Las calles de la capital viven el torneo como una rebelión contra la sospecha, la desconfianza y el recelo frente al extranjero

Pilar Bonet
Aficionados colombianos juegan al fútbol en la Plaza Roja.
Aficionados colombianos juegan al fútbol en la Plaza Roja. Alberto Estévez (EFE)

El mundial de fútbol es la fiesta en Rusia y en la fiesta las reglas que rigen la vida de la ciudadanía, desde el código penal a las infracciones administrativas, parecen suspendidas. En la calle Nikólskaia, la zona peatonal más cercana de la plaza Roja de Moscú, los agentes policiales contemplan  -unos como si no fuera con ellos y otros con simpatía-, cómo sus paisanos cantan, bailan y confraternizan ruidosamente con los hinchas de diferentes países, que afluyen con creciente intensidad a medida que concluyen los partidos en la geografía futbolística del campeonato.

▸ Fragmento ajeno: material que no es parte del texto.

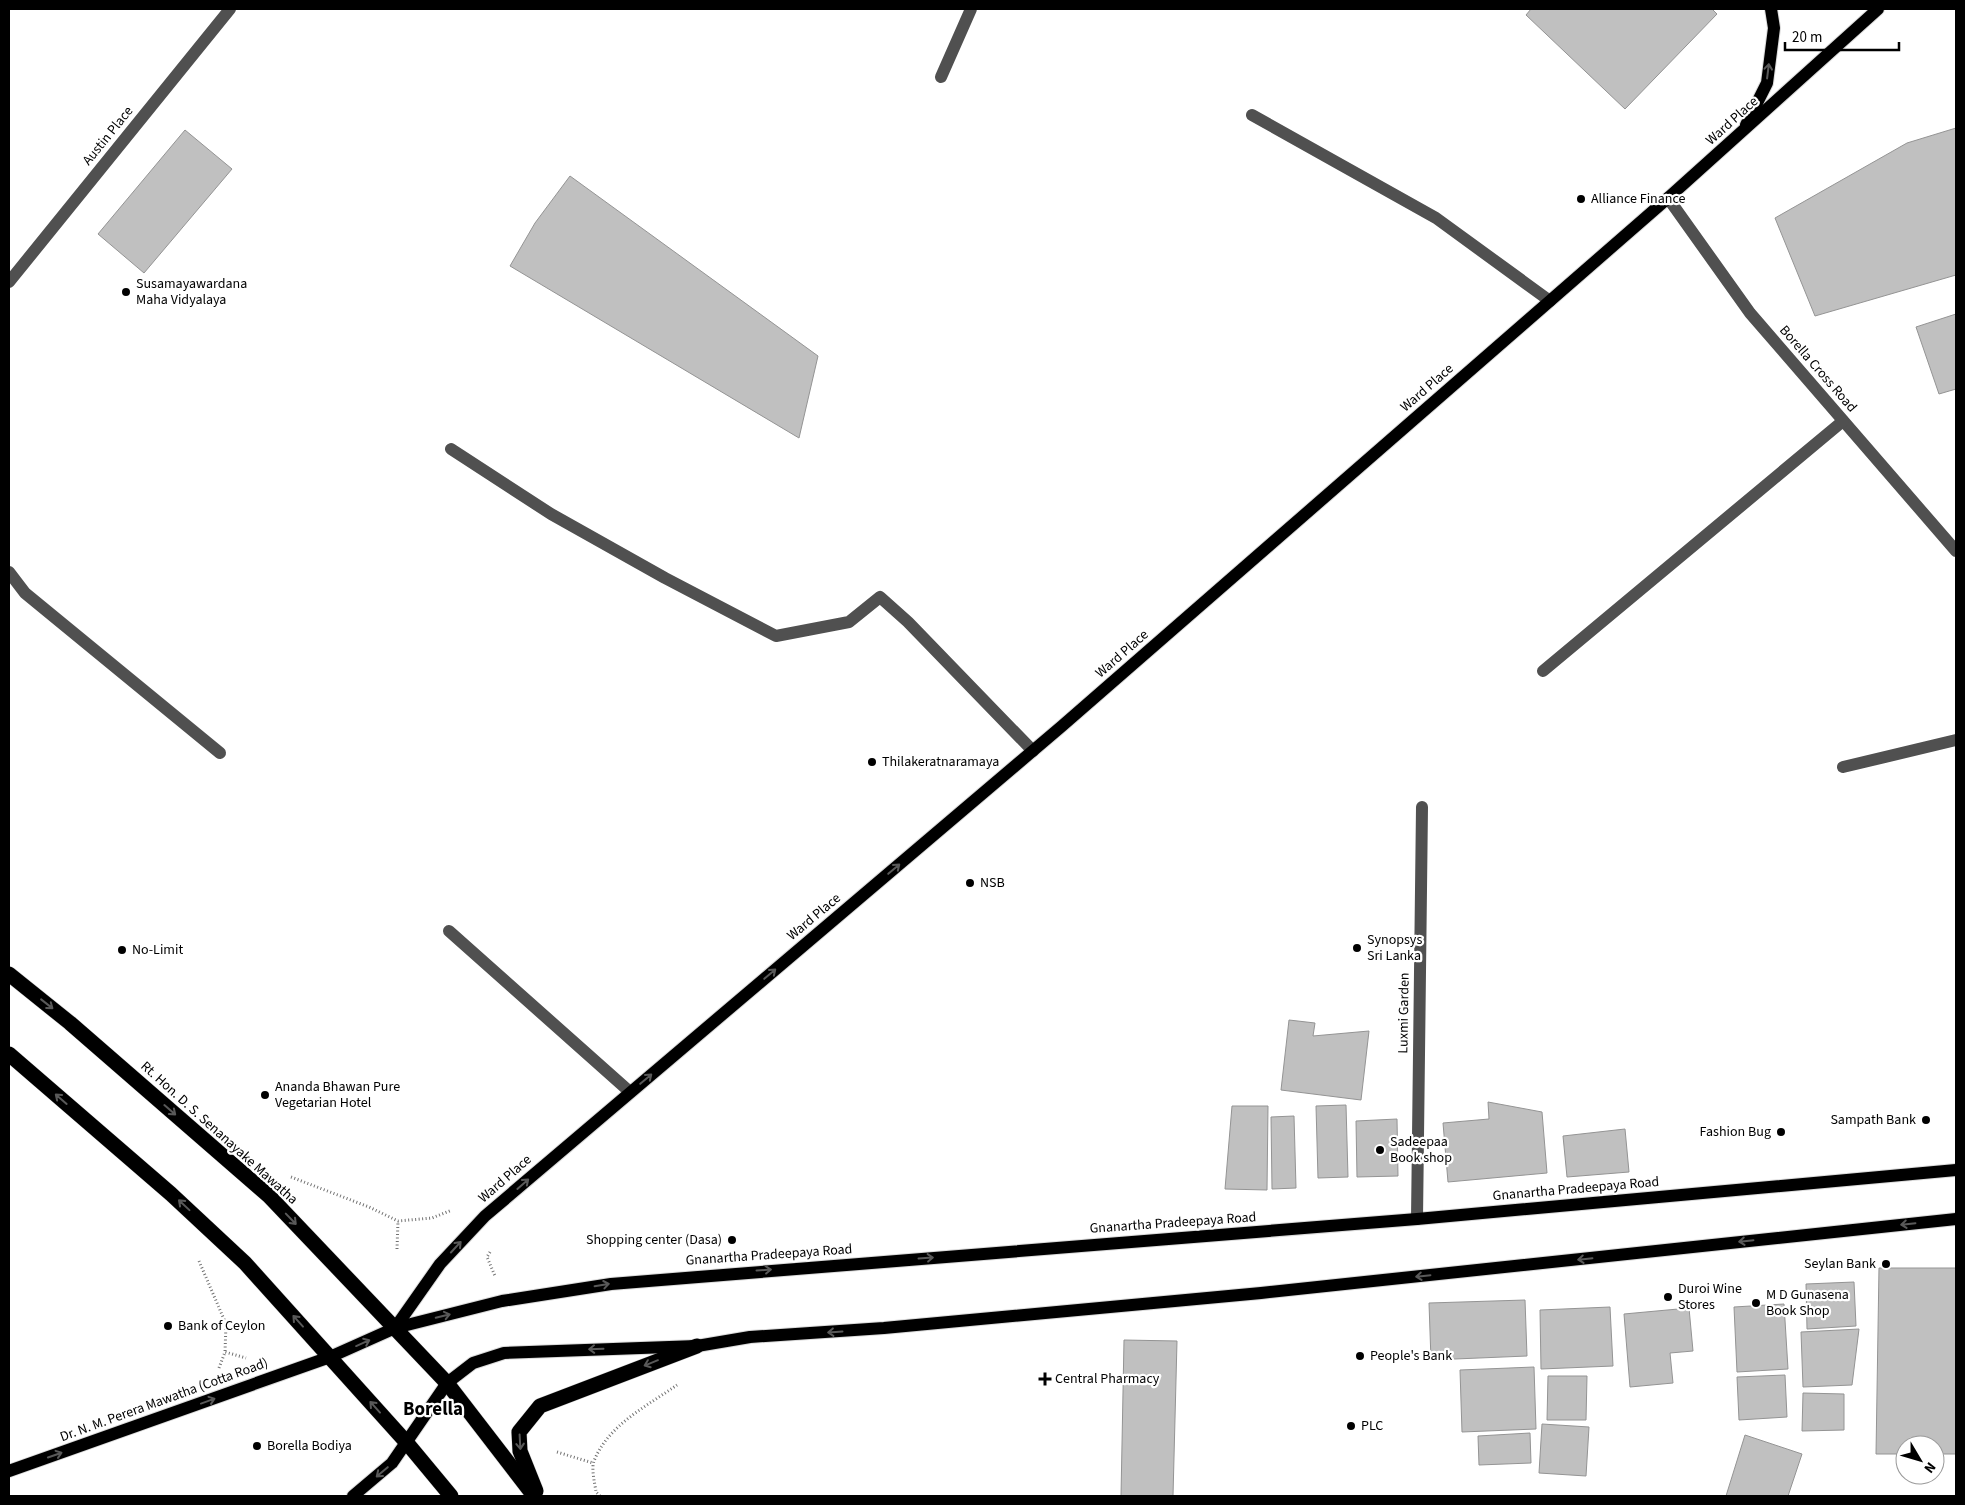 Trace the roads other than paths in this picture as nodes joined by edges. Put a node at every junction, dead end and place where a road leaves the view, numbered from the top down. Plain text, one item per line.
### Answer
1 (230, 9) edge
2 (971, 9) edge
3 (1771, 9) edge
4 (1878, 9) edge
5 (941, 77) dead end
6 (1252, 116) dead end
7 (1743, 131) junction
8 (1668, 198) junction
9 (9, 282) edge
10 (1550, 301) junction
11 (1843, 422) junction
12 (451, 449) dead end
13 (1956, 551) edge
14 (9, 572) edge
15 (1543, 671) dead end
16 (1956, 740) edge
17 (1033, 751) junction
18 (220, 753) dead end
19 (1843, 768) dead end
20 (1422, 807) dead end
21 (449, 931) dead end
22 (9, 974) edge
23 (9, 1054) edge
24 (630, 1092) junction
25 (1956, 1170) edge
26 (1417, 1219) junction
27 (1956, 1219) edge
28 (395, 1328) junction
29 (697, 1346) junction
30 (330, 1357) junction
31 (447, 1383) junction
32 (407, 1443) junction
33 (9, 1471) edge
34 (353, 1496) edge
35 (451, 1496) edge
36 (534, 1496) edge
37 (538, 1496) edge

1 - 9 street, Austin Place
2 - 5 street
7 -> 3 main road
4 - 7 main road, Ward Place
6 - 10 street
7 - 8 main road, Ward Place
8 - 10 main road, Ward Place
8 - 11 street, Borella Cross Road
10 - 17 main road, Ward Place
11 - 13 street, Borella Cross Road
11 - 15 street
12 - 17 street
14 - 18 street
16 - 19 street
24 -> 17 main road, Ward Place
20 - 26 street, Luxmi Garden
21 - 24 street
22 -> 28 highway, Rt. Hon. D. S. Senanayake Mawatha
30 -> 23 highway
28 -> 24 main road, Ward Place
25 - 26 main road, Gnanartha Pradeepaya Road
28 -> 26 main road, Gnanartha Pradeepaya Road
27 -> 29 main road
30 -> 28 main road, Gnanartha Pradeepaya Road
28 - 31 highway, Rt. Hon. D. S. Senanayake Mawatha
29 -> 31 main road
29 -> 37 highway
32 -> 30 highway
33 -> 30 main road, Dr. N. M. Perera Mawatha (Cotta Road)
31 - 32 main road
31 - 36 highway, Rt. Hon. D. S. Senanayake Mawatha
32 -> 34 main road
32 - 35 highway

De forma espontánea y casual, la Nikóskaia se ha convertido en el crisol donde derrotas y victorias se funden en un hermanamiento común. Por mucho menos que esto, hace tan solo unos días, cualquier estudiante, sindicalista o activista que osara salir a la vía pública a protestar, como el político de oposición Alexéi Navalni, le imponían como mínimo un arresto de 15 días y una multa. No ahora.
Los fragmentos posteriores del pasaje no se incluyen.